Once the working copy is updated, depending on the web server you are using, you will typically need to tell it to reload the Django application — this step is specific to the web server being used.
As with most version control systems, Mercurial has a concept of working with branches inside a single repository, where each branch represents a different independent state of the repository. Each physical copy of the repository always has a single branch set as active, which can be viewed using the command
hg branch. Branches can be created at any point during development using the command
hg branch branchname where branchname is the name of the new branch. To switch your local repo to a different existing branch, use the command
hg branch branchname -f. The
-f argument signifies a forced change of branch, since the branch name already exists. After setting the active branch to an existing branch name, use the command
hg update which will update the working copy of the project to the newly set branch. The previous two steps of changing to an existing branch and then updating the working copy to reflect it, can be performed in a single step, by using the command
hg update branchname where branchname is the name of the existing branch.

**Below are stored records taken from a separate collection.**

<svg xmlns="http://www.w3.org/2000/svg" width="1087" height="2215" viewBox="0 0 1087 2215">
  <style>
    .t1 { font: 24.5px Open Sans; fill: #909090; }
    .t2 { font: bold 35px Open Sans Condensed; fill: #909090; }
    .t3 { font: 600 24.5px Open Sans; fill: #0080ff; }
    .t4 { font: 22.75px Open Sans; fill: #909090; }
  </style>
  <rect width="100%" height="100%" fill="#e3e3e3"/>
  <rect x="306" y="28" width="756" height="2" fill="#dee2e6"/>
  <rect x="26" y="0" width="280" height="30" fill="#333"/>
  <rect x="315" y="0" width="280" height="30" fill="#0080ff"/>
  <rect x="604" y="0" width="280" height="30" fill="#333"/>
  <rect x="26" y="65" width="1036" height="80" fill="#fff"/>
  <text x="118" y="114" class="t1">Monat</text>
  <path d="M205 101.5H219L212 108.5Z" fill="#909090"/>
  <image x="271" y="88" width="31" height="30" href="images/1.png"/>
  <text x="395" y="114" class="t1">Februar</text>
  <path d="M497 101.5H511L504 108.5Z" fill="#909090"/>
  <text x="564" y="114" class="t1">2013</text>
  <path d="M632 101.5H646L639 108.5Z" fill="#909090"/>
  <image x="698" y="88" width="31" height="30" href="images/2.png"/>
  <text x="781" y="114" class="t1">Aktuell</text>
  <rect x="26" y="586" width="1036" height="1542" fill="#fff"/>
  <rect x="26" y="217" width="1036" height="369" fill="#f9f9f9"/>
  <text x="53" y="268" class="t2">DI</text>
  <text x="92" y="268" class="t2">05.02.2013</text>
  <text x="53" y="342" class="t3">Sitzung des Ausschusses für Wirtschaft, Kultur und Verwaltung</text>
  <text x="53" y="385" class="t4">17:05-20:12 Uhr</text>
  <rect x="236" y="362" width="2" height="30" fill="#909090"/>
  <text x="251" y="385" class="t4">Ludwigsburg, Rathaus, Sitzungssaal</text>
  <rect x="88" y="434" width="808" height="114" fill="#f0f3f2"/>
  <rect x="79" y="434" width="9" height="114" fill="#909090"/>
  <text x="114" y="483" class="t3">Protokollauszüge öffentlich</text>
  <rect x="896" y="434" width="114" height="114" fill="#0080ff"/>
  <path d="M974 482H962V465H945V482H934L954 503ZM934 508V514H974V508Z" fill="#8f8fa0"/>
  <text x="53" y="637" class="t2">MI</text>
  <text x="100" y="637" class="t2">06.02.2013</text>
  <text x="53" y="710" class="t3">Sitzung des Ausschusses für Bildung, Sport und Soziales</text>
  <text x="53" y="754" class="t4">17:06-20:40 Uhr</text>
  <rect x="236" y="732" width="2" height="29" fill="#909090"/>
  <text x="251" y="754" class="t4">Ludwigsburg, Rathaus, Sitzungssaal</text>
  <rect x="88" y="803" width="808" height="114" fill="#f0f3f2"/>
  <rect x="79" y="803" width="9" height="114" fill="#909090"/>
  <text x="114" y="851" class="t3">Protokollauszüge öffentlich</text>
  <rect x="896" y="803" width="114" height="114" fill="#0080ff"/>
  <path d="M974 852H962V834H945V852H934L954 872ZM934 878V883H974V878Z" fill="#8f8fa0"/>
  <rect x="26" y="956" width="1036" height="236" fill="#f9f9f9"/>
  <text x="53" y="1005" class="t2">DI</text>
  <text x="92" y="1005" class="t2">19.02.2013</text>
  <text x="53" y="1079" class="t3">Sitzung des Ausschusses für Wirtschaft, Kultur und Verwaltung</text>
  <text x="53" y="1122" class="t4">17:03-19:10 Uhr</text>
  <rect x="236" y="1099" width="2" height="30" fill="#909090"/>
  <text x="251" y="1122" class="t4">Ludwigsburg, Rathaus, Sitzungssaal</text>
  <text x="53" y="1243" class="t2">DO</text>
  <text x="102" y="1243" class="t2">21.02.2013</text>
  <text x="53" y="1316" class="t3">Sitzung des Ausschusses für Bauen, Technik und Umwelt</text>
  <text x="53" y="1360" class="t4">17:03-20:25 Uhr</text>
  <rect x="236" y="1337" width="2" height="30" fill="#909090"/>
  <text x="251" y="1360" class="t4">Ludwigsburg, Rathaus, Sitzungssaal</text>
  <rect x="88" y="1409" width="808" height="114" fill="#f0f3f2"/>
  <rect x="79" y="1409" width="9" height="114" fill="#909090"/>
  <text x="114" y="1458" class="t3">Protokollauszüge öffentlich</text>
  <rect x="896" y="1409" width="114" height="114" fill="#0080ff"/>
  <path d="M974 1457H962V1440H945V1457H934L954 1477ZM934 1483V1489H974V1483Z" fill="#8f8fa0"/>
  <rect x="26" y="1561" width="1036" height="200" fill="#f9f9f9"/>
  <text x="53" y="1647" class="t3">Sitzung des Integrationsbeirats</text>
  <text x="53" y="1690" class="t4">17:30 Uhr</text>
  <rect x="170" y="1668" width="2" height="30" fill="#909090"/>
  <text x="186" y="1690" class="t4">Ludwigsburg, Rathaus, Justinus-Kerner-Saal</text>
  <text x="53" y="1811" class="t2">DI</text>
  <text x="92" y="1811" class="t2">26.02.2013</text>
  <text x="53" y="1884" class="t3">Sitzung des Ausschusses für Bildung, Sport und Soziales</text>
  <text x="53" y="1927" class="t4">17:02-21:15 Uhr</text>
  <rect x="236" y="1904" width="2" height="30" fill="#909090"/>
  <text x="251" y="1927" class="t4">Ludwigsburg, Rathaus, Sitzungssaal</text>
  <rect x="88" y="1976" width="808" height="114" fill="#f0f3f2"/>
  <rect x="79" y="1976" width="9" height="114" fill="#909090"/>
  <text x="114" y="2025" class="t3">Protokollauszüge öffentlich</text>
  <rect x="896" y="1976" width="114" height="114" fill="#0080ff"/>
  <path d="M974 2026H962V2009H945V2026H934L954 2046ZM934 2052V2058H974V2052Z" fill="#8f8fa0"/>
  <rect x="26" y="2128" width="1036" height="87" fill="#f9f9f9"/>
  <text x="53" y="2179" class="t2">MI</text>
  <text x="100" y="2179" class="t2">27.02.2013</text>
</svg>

Inevitably, overlap occurs between different tasks, such as feature enhancements and bug fixes. Sometimes these overlapping changes affect the same parts of the code-base. A simple example might be the ongoing development of a significant new feature. During this development period, a critical bug may be discovered that overlaps with the new feature being developed. The fix needs to be deployed immediately without the new feature being published to the live environment.
It therefore becomes convenient to create branches that represent each desired state of the repository. These states fall under two categories, environments and features. Features represent an isolated area of development while an environment is an isolated location of the project, such as a staging environment for a customers’s approval, or the final live production environment. Creating branches for each individual feature development and environment, affords complete flexibility in being able to control which areas of development appear in which particular environments.
The local repo in each server environment has its own branch set as the active branch, such as staging or live. Building on the deployment process described earlier, simply create each branch name locally (e.g.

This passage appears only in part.